[Saved entries]
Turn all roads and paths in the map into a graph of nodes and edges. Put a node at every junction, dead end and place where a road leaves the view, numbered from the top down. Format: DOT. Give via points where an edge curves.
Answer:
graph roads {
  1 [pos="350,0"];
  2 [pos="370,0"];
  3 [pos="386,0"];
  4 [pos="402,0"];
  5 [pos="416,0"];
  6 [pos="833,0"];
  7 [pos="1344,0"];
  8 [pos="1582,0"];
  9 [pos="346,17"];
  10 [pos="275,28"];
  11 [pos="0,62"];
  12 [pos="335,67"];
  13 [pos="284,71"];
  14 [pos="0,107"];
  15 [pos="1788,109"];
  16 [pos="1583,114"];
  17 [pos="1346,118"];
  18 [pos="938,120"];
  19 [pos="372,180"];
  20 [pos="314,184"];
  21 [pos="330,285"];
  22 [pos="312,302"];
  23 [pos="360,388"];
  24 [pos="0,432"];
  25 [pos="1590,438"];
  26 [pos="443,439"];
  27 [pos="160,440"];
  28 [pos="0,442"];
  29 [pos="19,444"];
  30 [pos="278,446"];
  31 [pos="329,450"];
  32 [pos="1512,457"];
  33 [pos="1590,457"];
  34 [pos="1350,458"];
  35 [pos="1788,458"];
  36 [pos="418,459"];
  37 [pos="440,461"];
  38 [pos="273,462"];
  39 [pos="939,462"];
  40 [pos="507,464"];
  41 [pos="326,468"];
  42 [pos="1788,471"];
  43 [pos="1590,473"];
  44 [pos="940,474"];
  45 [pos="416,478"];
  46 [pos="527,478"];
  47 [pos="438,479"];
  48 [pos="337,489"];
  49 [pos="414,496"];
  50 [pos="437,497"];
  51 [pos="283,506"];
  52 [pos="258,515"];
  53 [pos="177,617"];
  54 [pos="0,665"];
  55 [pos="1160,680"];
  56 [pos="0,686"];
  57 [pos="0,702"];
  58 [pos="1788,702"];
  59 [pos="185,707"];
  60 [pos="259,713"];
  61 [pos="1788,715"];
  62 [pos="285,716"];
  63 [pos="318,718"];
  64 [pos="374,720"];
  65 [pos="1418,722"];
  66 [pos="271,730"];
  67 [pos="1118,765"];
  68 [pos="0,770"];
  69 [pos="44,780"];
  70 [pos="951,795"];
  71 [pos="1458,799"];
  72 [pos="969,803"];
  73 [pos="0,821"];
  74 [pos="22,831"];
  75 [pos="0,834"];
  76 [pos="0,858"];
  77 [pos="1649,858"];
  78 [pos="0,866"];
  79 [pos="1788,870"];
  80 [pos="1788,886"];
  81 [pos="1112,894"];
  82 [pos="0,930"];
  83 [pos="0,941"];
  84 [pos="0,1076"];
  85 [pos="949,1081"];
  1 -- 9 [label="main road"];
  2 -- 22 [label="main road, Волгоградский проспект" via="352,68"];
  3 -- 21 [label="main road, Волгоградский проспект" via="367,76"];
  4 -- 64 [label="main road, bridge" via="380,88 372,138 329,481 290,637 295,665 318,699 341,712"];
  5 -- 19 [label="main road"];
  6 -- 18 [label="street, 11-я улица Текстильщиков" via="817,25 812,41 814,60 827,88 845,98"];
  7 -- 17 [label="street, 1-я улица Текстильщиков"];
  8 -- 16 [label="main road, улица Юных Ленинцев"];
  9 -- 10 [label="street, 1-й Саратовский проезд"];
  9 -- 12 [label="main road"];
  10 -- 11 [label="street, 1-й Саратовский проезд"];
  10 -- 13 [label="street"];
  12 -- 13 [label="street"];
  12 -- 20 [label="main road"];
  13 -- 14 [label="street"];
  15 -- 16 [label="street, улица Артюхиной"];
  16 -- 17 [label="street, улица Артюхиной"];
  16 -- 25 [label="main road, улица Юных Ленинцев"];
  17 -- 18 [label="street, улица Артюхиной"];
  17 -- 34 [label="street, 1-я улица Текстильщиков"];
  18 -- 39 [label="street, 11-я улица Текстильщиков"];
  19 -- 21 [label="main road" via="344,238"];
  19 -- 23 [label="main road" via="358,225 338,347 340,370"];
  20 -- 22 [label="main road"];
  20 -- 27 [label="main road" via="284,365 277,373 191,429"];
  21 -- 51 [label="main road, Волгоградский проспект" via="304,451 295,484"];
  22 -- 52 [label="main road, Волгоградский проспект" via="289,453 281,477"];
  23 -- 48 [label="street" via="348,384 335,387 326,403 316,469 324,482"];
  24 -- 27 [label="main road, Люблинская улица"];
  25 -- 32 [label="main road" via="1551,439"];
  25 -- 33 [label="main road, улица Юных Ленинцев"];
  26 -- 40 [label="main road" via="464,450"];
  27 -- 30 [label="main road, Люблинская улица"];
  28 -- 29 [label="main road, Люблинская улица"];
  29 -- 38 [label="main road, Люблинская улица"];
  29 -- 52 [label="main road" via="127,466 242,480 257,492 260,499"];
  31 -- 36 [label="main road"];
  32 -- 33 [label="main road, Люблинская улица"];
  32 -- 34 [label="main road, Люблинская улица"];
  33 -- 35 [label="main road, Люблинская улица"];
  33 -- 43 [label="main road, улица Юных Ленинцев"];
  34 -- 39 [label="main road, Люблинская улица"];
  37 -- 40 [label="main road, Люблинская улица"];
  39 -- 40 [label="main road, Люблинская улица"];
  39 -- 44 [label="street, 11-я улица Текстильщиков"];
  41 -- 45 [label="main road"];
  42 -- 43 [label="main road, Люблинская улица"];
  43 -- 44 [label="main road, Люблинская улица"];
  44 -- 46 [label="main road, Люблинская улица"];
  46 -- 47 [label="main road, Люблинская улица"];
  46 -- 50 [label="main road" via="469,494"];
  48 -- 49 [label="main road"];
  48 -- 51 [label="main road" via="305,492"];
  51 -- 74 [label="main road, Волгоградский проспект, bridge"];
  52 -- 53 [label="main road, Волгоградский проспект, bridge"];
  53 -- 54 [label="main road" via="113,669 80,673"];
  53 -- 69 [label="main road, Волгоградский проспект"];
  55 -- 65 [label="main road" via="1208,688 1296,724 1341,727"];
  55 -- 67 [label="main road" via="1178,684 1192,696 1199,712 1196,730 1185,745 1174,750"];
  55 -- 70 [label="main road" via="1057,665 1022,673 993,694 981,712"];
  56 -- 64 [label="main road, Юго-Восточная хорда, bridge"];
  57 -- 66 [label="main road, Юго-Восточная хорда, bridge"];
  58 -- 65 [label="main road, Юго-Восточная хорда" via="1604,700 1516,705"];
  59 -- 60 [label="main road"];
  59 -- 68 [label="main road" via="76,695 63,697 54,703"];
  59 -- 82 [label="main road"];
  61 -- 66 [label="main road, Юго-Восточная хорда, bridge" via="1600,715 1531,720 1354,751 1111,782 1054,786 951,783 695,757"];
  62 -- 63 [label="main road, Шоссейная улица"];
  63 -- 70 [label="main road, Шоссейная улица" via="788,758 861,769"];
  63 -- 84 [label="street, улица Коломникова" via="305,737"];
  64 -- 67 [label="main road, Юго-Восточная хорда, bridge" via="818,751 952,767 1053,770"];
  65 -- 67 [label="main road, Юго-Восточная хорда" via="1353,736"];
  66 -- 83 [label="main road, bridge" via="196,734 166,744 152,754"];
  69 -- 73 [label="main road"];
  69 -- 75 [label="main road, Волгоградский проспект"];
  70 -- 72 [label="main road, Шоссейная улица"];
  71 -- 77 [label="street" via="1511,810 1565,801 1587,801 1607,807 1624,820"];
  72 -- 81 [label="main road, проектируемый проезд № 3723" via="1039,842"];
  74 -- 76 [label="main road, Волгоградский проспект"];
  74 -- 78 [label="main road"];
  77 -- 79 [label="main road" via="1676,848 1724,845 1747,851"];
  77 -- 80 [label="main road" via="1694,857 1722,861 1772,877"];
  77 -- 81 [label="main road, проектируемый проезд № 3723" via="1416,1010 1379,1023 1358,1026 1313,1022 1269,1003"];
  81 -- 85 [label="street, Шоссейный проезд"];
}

* Exercise prompt: Looking at the records above, report how many lines contain the word "Ленинцев". Answer with the number only.

* Task output: 4